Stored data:
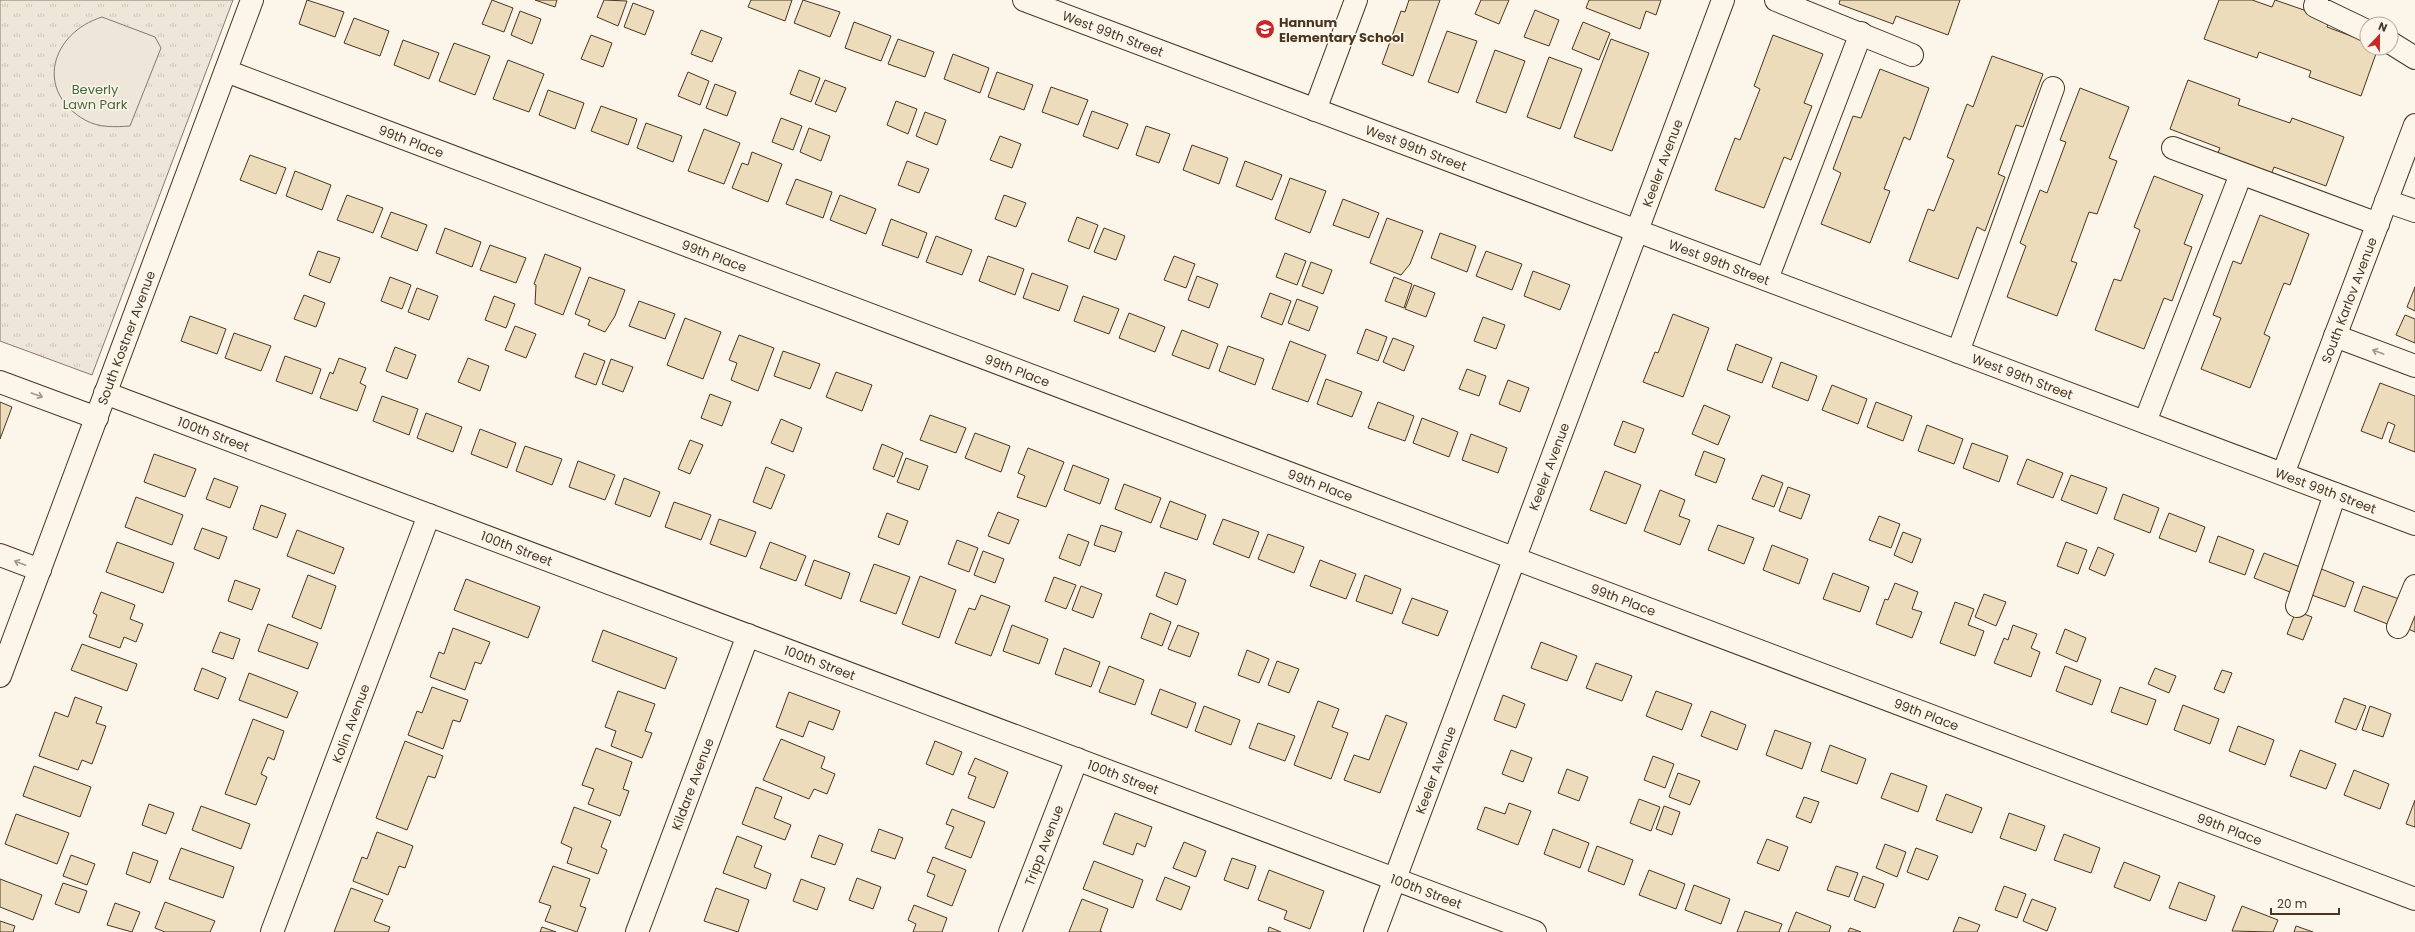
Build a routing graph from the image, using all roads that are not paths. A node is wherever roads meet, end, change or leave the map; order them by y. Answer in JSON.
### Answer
{"nodes":[{"id":1,"x":252,"y":0,"type":"edge"},
{"id":2,"x":1024,"y":0,"type":"edge"},
{"id":3,"x":1356,"y":0,"type":"edge"},
{"id":4,"x":1723,"y":0,"type":"edge"},
{"id":5,"x":1776,"y":0,"type":"edge"},
{"id":6,"x":2311,"y":2,"type":"edge"},
{"id":7,"x":2359,"y":28,"type":"edge"},
{"id":8,"x":1861,"y":33,"type":"junction"},
{"id":9,"x":2399,"y":48,"type":"edge"},
{"id":10,"x":1912,"y":55,"type":"dead end"},
{"id":11,"x":2415,"y":58,"type":"edge"},
{"id":12,"x":226,"y":71,"type":"junction"},
{"id":13,"x":2053,"y":88,"type":"dead end"},
{"id":14,"x":1315,"y":110,"type":"junction"},
{"id":15,"x":2415,"y":125,"type":"edge"},
{"id":16,"x":2173,"y":148,"type":"dead end"},
{"id":17,"x":2241,"y":174,"type":"junction"},
{"id":18,"x":2386,"y":201,"type":"junction"},
{"id":19,"x":2415,"y":211,"type":"edge"},
{"id":20,"x":2378,"y":224,"type":"junction"},
{"id":21,"x":1637,"y":230,"type":"junction"},
{"id":22,"x":1767,"y":279,"type":"junction"},
{"id":23,"x":2335,"y":336,"type":"junction"},
{"id":24,"x":1958,"y":352,"type":"junction"},
{"id":25,"x":2415,"y":366,"type":"edge"},
{"id":26,"x":0,"y":382,"type":"edge"},
{"id":27,"x":106,"y":393,"type":"junction"},
{"id":28,"x":97,"y":418,"type":"junction"},
{"id":29,"x":2145,"y":422,"type":"junction"},
{"id":30,"x":2283,"y":474,"type":"junction"},
{"id":31,"x":2335,"y":494,"type":"junction"},
{"id":32,"x":429,"y":515,"type":"junction"},
{"id":33,"x":2415,"y":524,"type":"edge"},
{"id":34,"x":0,"y":555,"type":"edge"},
{"id":35,"x":1515,"y":557,"type":"junction"},
{"id":36,"x":40,"y":570,"type":"junction"},
{"id":37,"x":2415,"y":586,"type":"edge"},
{"id":38,"x":2297,"y":606,"type":"dead end"},
{"id":39,"x":2398,"y":627,"type":"dead end"},
{"id":40,"x":748,"y":635,"type":"junction"},
{"id":41,"x":0,"y":676,"type":"edge"},
{"id":42,"x":1077,"y":759,"type":"junction"},
{"id":43,"x":1395,"y":879,"type":"junction"},
{"id":44,"x":2415,"y":898,"type":"edge"},
{"id":45,"x":272,"y":932,"type":"edge"},
{"id":46,"x":637,"y":932,"type":"edge"},
{"id":47,"x":1010,"y":932,"type":"edge"},
{"id":48,"x":1375,"y":932,"type":"edge"},
{"id":49,"x":1535,"y":932,"type":"edge"}],
"edges":[{"from":1,"to":12,"type":"street","name":"South Kostner Avenue"},
{"from":2,"to":14,"type":"street","name":"West 99th Street"},
{"from":3,"to":14,"type":"street"},
{"from":4,"to":21,"type":"street","name":"Keeler Avenue"},
{"from":5,"to":8,"type":"street"},
{"from":6,"to":7,"type":"street"},
{"from":8,"to":10,"type":"street"},
{"from":8,"to":22,"type":"street"},
{"from":9,"to":11,"type":"street"},
{"from":12,"to":27,"type":"street","name":"South Kostner Avenue"},
{"from":12,"to":35,"type":"street","name":"99th Place"},
{"from":13,"to":24,"type":"street"},
{"from":14,"to":21,"type":"street","name":"West 99th Street"},
{"from":15,"to":18,"type":"street","name":"South Karlov Avenue"},
{"from":16,"to":17,"type":"street"},
{"from":17,"to":20,"type":"street"},
{"from":17,"to":29,"type":"street"},
{"from":18,"to":19,"type":"street"},
{"from":18,"to":20,"type":"street","name":"South Karlov Avenue"},
{"from":20,"to":23,"type":"street","name":"South Karlov Avenue"},
{"from":21,"to":22,"type":"street","name":"West 99th Street"},
{"from":21,"to":35,"type":"street","name":"Keeler Avenue"},
{"from":22,"to":24,"type":"street","name":"West 99th Street"},
{"from":25,"to":23,"type":"street","one_way":true},
{"from":23,"to":30,"type":"street","name":"South Karlov Avenue"},
{"from":24,"to":29,"type":"street","name":"West 99th Street"},
{"from":26,"to":28,"type":"street","one_way":true},
{"from":27,"to":28,"type":"street","name":"South Kostner Avenue"},
{"from":27,"to":32,"type":"street","name":"100th Street"},
{"from":28,"to":36,"type":"street","name":"South Kostner Avenue"},
{"from":29,"to":30,"type":"street","name":"West 99th Street"},
{"from":30,"to":31,"type":"street","name":"West 99th Street"},
{"from":31,"to":33,"type":"street","name":"West 99th Street"},
{"from":31,"to":38,"type":"street"},
{"from":32,"to":40,"type":"street","name":"100th Street"},
{"from":32,"to":45,"type":"street","name":"Kolin Avenue"},
{"from":36,"to":34,"type":"street","one_way":true},
{"from":35,"to":43,"type":"street","name":"Keeler Avenue"},
{"from":35,"to":44,"type":"street","name":"99th Place"},
{"from":36,"to":41,"type":"street","name":"South Kostner Avenue"},
{"from":37,"to":39,"type":"street"},
{"from":40,"to":42,"type":"street","name":"100th Street"},
{"from":40,"to":46,"type":"street","name":"Kildare Avenue"},
{"from":42,"to":43,"type":"street","name":"100th Street"},
{"from":42,"to":47,"type":"street","name":"Tripp Avenue"},
{"from":43,"to":48,"type":"street","name":"Keeler Avenue"},
{"from":43,"to":49,"type":"street","name":"100th Street"}]}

▸ **Your assignment**:
Your answer should be every line above that contains the word "Place".

▸ **Task output**:
{"from":12,"to":35,"type":"street","name":"99th Place"},
{"from":35,"to":44,"type":"street","name":"99th Place"},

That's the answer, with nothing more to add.